● **What you are asked to do**
Retype the listing exactly, minus its pictures.

──────── Dataset records

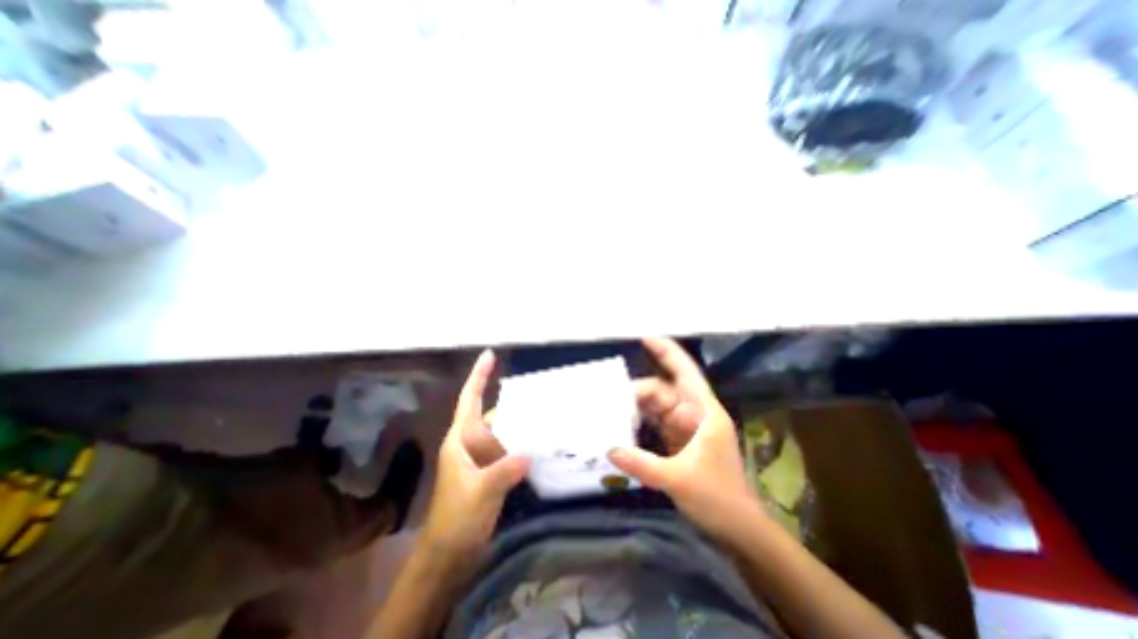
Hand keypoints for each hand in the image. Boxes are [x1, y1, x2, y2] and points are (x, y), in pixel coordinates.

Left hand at [425, 350, 530, 559]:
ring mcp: (483, 458)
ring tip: (545, 414)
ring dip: (520, 425)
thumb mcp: (480, 492)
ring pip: (503, 432)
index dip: (479, 376)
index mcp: (461, 439)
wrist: (449, 554)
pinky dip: (522, 444)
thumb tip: (529, 453)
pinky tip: (540, 443)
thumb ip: (504, 470)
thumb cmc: (456, 519)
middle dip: (512, 403)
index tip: (490, 355)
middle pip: (493, 414)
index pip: (469, 399)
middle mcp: (472, 443)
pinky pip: (510, 449)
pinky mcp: (492, 471)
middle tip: (538, 392)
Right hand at [608, 340, 759, 537]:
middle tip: (609, 397)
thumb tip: (609, 448)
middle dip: (637, 391)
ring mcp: (684, 427)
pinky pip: (653, 423)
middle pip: (662, 390)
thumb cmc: (718, 499)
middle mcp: (694, 413)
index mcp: (704, 412)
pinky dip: (638, 422)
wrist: (737, 530)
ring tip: (609, 408)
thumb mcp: (679, 480)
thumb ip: (642, 464)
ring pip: (655, 406)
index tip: (645, 338)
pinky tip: (620, 424)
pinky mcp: (676, 441)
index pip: (685, 373)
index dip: (667, 352)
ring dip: (634, 407)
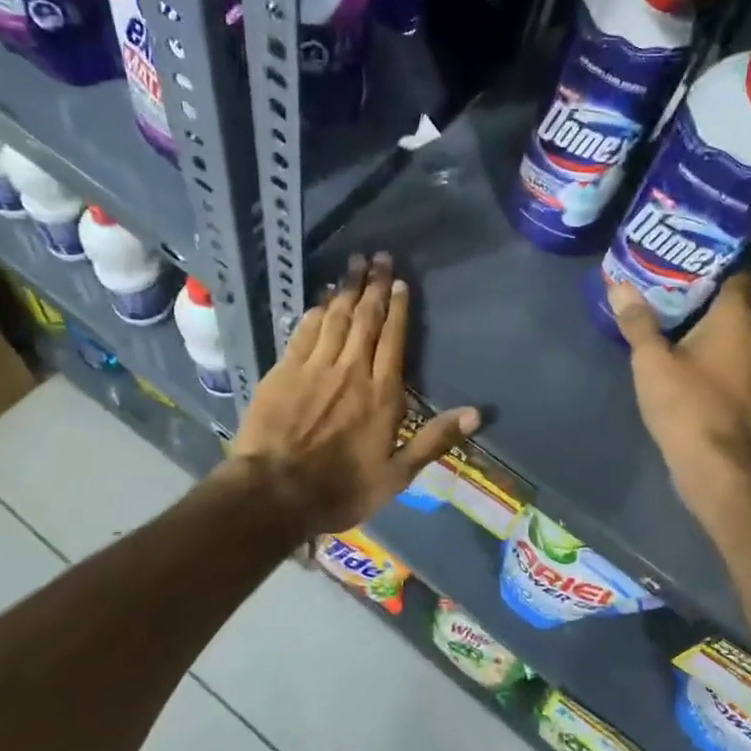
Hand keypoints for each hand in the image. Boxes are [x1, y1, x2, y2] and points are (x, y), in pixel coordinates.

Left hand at [230, 252, 479, 535]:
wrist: (273, 494)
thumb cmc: (339, 489)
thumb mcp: (396, 475)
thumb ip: (434, 440)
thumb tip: (477, 412)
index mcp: (381, 394)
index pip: (393, 339)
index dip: (398, 308)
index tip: (399, 281)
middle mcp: (351, 370)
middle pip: (365, 319)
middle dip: (373, 285)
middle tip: (379, 256)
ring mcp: (315, 367)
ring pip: (335, 317)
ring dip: (346, 288)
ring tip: (354, 263)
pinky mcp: (285, 370)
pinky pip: (305, 331)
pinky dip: (316, 310)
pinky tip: (322, 297)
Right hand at [610, 274, 750, 518]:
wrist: (711, 463)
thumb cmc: (686, 403)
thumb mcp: (652, 359)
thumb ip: (637, 321)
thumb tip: (620, 285)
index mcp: (734, 319)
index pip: (737, 271)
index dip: (715, 253)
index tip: (685, 241)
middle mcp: (746, 334)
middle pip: (726, 294)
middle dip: (696, 277)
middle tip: (661, 261)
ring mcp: (742, 360)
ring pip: (720, 320)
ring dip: (693, 307)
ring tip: (656, 290)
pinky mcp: (731, 380)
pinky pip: (715, 342)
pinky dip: (694, 332)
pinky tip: (665, 330)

────────────────

● **Exercise result**
Hand keypoints for each hand in the image. Boxes are [x1, y1, x2, y2] and points are (x, y), in pixel coordinates.

Left hand at [425, 350, 530, 559]:
ring mcp: (483, 458)
ring tip: (545, 414)
ring dip: (520, 425)
thumb mcp: (480, 492)
ring pip: (503, 432)
index dip: (479, 376)
index mcp: (461, 439)
wrist: (449, 554)
pinky dip: (522, 444)
thumb tip: (529, 453)
pinky tip: (540, 443)
thumb ip: (504, 470)
thumb cmc: (456, 519)
middle dip: (512, 403)
index tip: (490, 355)
middle pip: (493, 414)
index pip: (469, 399)
middle mcp: (472, 443)
pinky pip: (510, 449)
pinky mcp: (492, 471)
middle tip: (538, 392)
Right hand at [608, 340, 759, 537]:
middle tip: (609, 397)
thumb tip: (609, 448)
middle dip: (637, 391)
ring mcp: (684, 427)
pinky pip: (653, 423)
middle pip: (662, 390)
thumb cmc: (718, 499)
middle mcp: (694, 413)
index mcp: (704, 412)
pinky dip: (638, 422)
wrist: (737, 530)
ring tip: (609, 408)
thumb mcp: (679, 480)
thumb ip: (642, 464)
ring pip: (655, 406)
index tip: (645, 338)
pinky tip: (620, 424)
pinky mcp: (676, 441)
index pip: (685, 373)
index dip: (667, 352)
ring dip: (634, 407)
Hand keypoints for each hand in the image. Boxes are [x1, y1, x2, y2] and points are (x, y), in pixel coordinates.

Left hand at [230, 252, 479, 535]:
wrist: (273, 494)
thumb cmc: (339, 489)
thumb mcp: (396, 475)
thumb ip: (434, 440)
thumb tip: (477, 412)
index mcp: (381, 394)
index pip: (393, 339)
index dip: (398, 308)
index tip: (399, 281)
middle mcp: (351, 370)
middle pip: (365, 319)
middle dip: (373, 285)
middle tip: (379, 256)
ring mcp: (315, 367)
ring pip: (335, 317)
ring dip: (346, 288)
ring tip: (354, 263)
pinky mcp: (285, 370)
pinky pip: (305, 331)
pinky dip: (316, 310)
pinky tip: (322, 297)
Right hand at [610, 274, 750, 518]:
wrist: (711, 463)
thumb cmc: (686, 403)
thumb mcp: (652, 359)
thumb ip: (637, 321)
thumb tip: (620, 285)
index mcp: (734, 319)
index pip: (737, 271)
index dip: (715, 253)
index tip: (685, 241)
middle mcp: (746, 334)
middle pip: (726, 294)
middle dip: (696, 277)
middle tip: (661, 261)
ring mcp: (742, 360)
ring pip: (720, 320)
ring dip: (693, 307)
ring tip: (656, 290)
pinky mcp: (731, 380)
pinky pip: (715, 342)
pinky dip: (694, 332)
pinky tip: (665, 330)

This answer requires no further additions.